The Russian ruble fell to a four-year low and global markets plunged after oil prices collapsed following a breakup of talks between OPEC leader Saudi Arabia and erstwhile partner Russia.
The ruble tumbled on March 9 by more than 7% to nearly 74 to the U.S. dollar, its weakest rate since early 2016, as reported by Reuters.
Meanwhile, the benchmark Brent oil futures crashed more than 30%, the most since the Gulf War in 1991.
Compounding the sour mood for equities are fears over the spread of the deadly coronavirus and its effects on the global economy.
Just minutes after the opening bell at 9:30 a.m. in New York, share trading was halted, triggered by a 7% drop in the S&P 500 index. Under trading rules, the market will reopen after a 15-minute pause.
The last time the so-called "circuit breaker" was tripped was at the height of the financial crisis in 2008.
When trading resumes, the next circuit breaker is triggered at 13%. The final trip wire is 20%, which would close New York markets for the day.
The bloodbath in the United States came after stocks in Tokyo closed down more than 5%.
European equity markets suffered hefty losses with London, Frankfurt, and Paris tumbling between 7% and 8%. Italy's main index slumped 11% after the government ordered a lockdown of large parts of the north of the country, including the financial capital Milan.
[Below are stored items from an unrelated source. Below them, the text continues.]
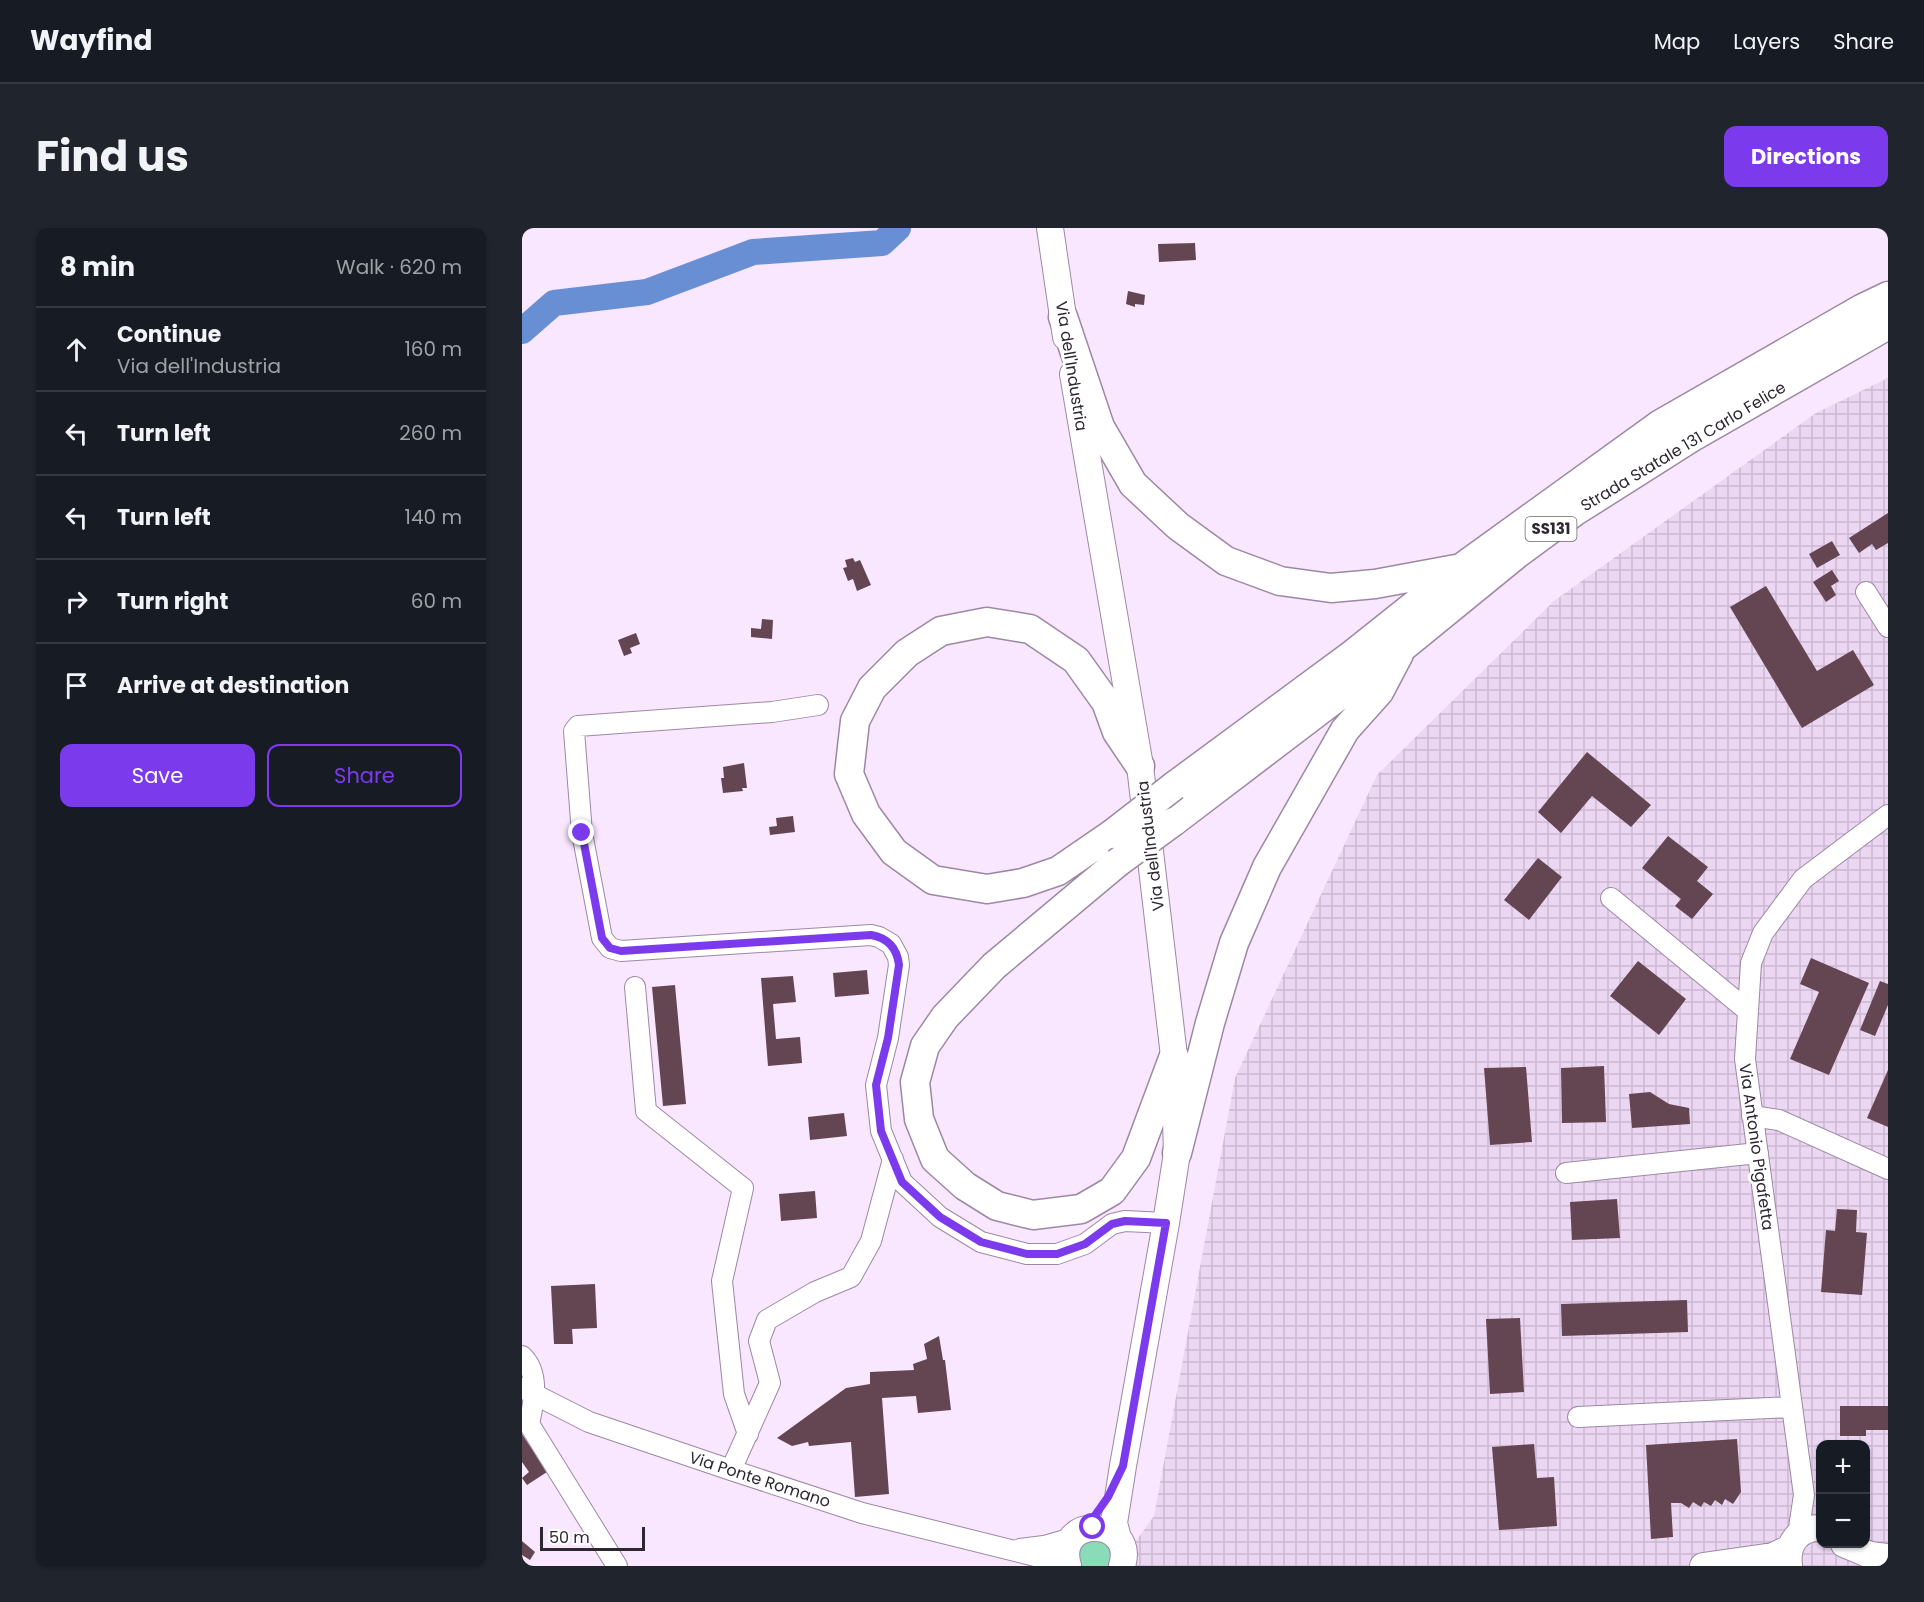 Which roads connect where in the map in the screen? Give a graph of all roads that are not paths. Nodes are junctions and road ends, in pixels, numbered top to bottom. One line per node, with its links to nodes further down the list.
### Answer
1 (1050, 228): 3 (main road, Via dell'Industria)
2 (1888, 296): 5 (highway, Strada Statale 131 Carlo Felice / SS131)
3 (1063, 317): 5 (highway); 10 (main road, Via dell'Industria)
4 (1888, 325): 8 (highway, Strada Statale 131 Carlo Felice / SS131)
5 (1461, 568): 10 (highway, Strada Statale 131 Carlo Felice, bridge)
6 (1866, 592): 7 (street)
7 (1888, 627)
8 (1403, 647): 15 (highway, Strada Statale 131 Carlo Felice, bridge); 17 (highway)
9 (818, 705): 19 (street)
10 (1140, 766): 15 (main road, Via dell'Industria)
11 (1888, 815): 14 (street, Via Antonio Pigafetta)
12 (1611, 898): 14 (street)
13 (635, 987): 27 (street)
14 (1748, 1011): 16 (street, Via Antonio Pigafetta)
15 (1174, 1056): 17 (main road, Via dell'Industria)
16 (1752, 1116): 18 (street, Via Antonio Pigafetta); 20 (street)
17 (1177, 1153): 22 (main road, Via dell'Industria)
18 (1758, 1153): 21 (street); 25 (street, Via Antonio Pigafetta)
19 (893, 1158): 22 (street); 27 (street)
20 (1888, 1169)
21 (1566, 1173)
22 (1166, 1223): 28 (main road, Via dell'Industria)
23 (522, 1356): 24 (street)
24 (527, 1396): 29 (street, Via Ponte Romano); 41 (street)
25 (1792, 1407): 26 (street); 30 (street, Via Antonio Pigafetta)
26 (1578, 1417)
27 (748, 1434): 29 (street)
28 (1123, 1466): 33 (main road, Via dell'Industria); 37 (main road, Via dell'Industria)
29 (731, 1470): 36 (street, Via Ponte Romano)
30 (1805, 1498): 31 (street, Via Antonio Pigafetta); 38 (street, Via Antonio Pigafetta)
31 (1816, 1519)
32 (1816, 1527): 38 (main road)
33 (1079, 1533): 36 (street, Via Ponte Romano); 37 (main road); 40 (main road)
34 (1846, 1548): 44 (main road)
35 (1853, 1548): 39 (main road)
36 (1005, 1549): 40 (street, Via Ponte Romano)
37 (1121, 1550): 42 (main road)
38 (1791, 1551): 43 (main road)
39 (1888, 1559): 45 (main road)
40 (1067, 1565)
41 (617, 1566)
42 (1141, 1566)
43 (1703, 1566)
44 (1847, 1566)
45 (1856, 1566)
OPEC has pushed to cut production amid an expected decline in demand as the coronavirus epidemic threatens to wreak havoc on the world economy. The Kremlin has resisted extending cuts to the amount and length of time sought by the cartel.
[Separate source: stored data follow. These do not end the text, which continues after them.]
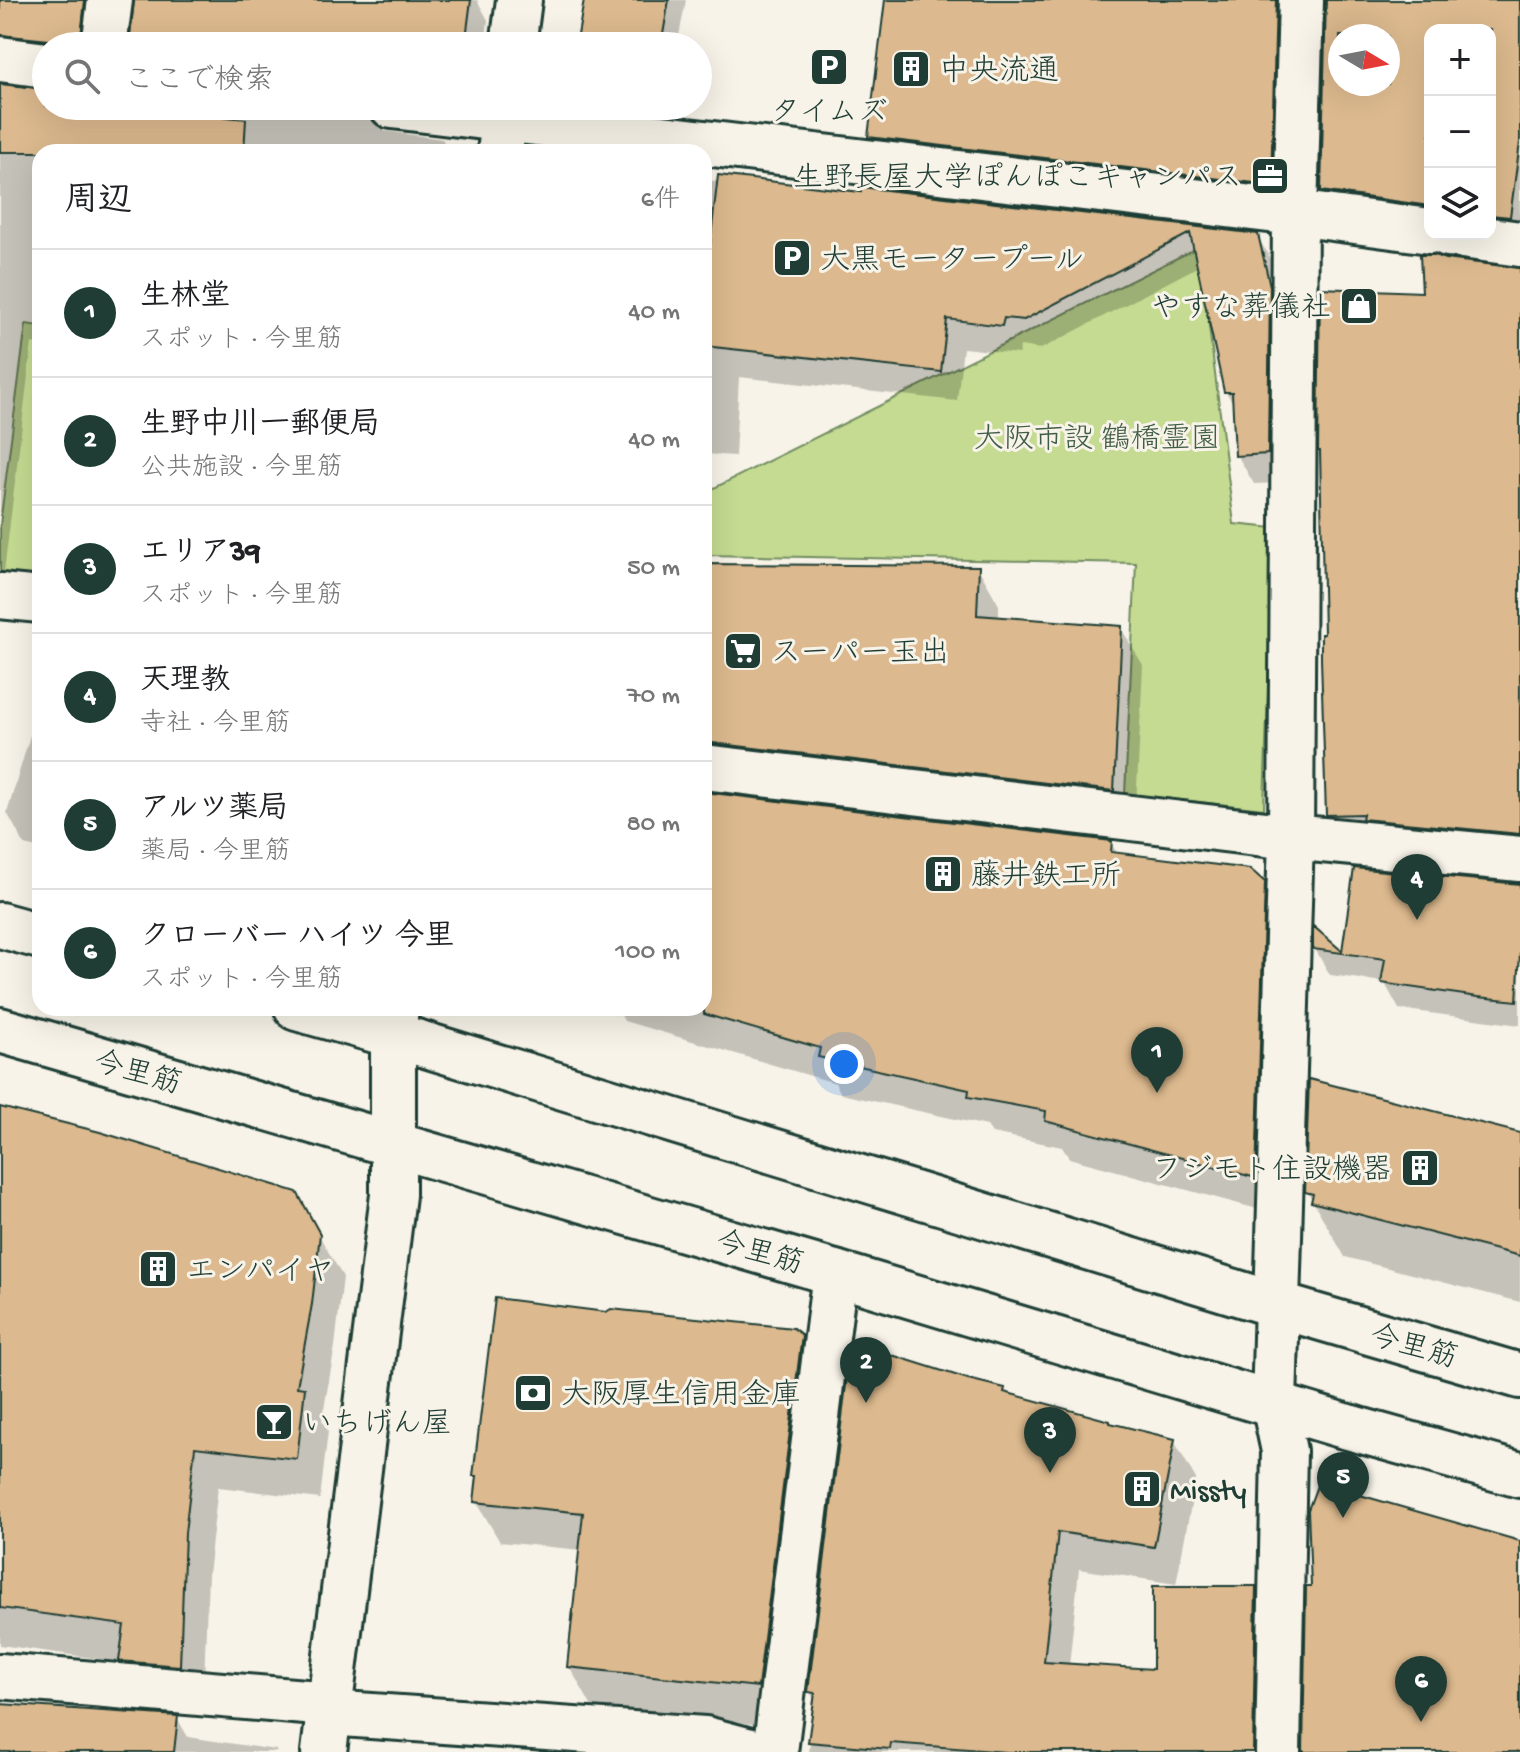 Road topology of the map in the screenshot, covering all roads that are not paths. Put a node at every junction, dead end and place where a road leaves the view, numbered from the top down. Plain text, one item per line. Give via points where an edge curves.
1 (110, 0) edge
2 (519, 0) edge
3 (1301, 0) edge
4 (106, 32) edge
5 (515, 32) edge
6 (0, 59) edge
7 (32, 63) edge
8 (470, 120) edge
9 (503, 126) edge
10 (667, 144) edge
11 (712, 149) edge
12 (1295, 213) junction
13 (1424, 230) edge
14 (1491, 240) edge
15 (1520, 244) edge
16 (0, 596) edge
17 (32, 599) edge
18 (712, 768) edge
19 (1291, 837) junction
20 (1520, 859) edge
21 (0, 925) edge
22 (32, 934) edge
23 (352, 1016) edge
24 (394, 1022) edge
25 (0, 1030) edge
26 (392, 1146) junction
27 (835, 1273) junction
28 (1277, 1305) junction
29 (1520, 1376) edge
30 (1274, 1404) junction
31 (1520, 1475) edge
32 (0, 1676) edge
33 (327, 1723) edge
34 (754, 1752) edge
35 (775, 1752) edge
36 (1278, 1752) edge

1 - 4 street
2 - 5 street
3 - 12 street
6 - 7 street
8 - 9 street
9 - 10 street
11 - 12 street
12 - 13 street
12 - 19 street
14 - 15 street
16 - 17 street
18 - 19 street
19 - 20 street
19 - 28 street
21 - 22 street
23 - 24 street, 今里筋
24 - 26 street
24 - 28 street, 今里筋
25 - 26 street, 今里筋
26 - 27 street, 今里筋
26 - 33 street via 393,1195
27 - 30 street, 今里筋
27 - 35 street
28 - 29 street, 今里筋
28 - 30 street
30 - 31 street, 今里筋
30 - 36 street via 1284,1451
32 - 33 street
33 - 34 street via 705,1739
Following the dispute with Russia, Saudi Arabia launched the start of a price war, cutting prices by US$4 to US$6 a barrel to Asia and JS$7 to the United States. The price of benchmark Brent crude was trading at US$31.02 a barrel, while the traditionally lower-priced U.S. benchmark was at US$27.34 a barrel.
In a 2014 price war, oil prices fell to below US$30 a barrel.
As the Russian ruble crashed to a four-year low, the country's central bank said it was halting foreign-currency purchases for the next 30 days to "increase the predictability of actions of monetary authorities under the conditions of significant changes on global oil markets."
The collapse in the oil price could push Russia's budget into a deficit for the year, while the subsequent ruble drop may lead to higher inflation as foreign goods become more expensive in local currency.
With the ruble between 70 and 75 to the dollar, Russia's budget would balance at an oil price of US$40 to US$45, according to the Moscow-based Macro-Advisory.
Russia has been preparing its economy for an external shock like a drop in oil prices and has built up its foreign currency reserves to about US$570 billion, giving it financial power to weather the sharp drop.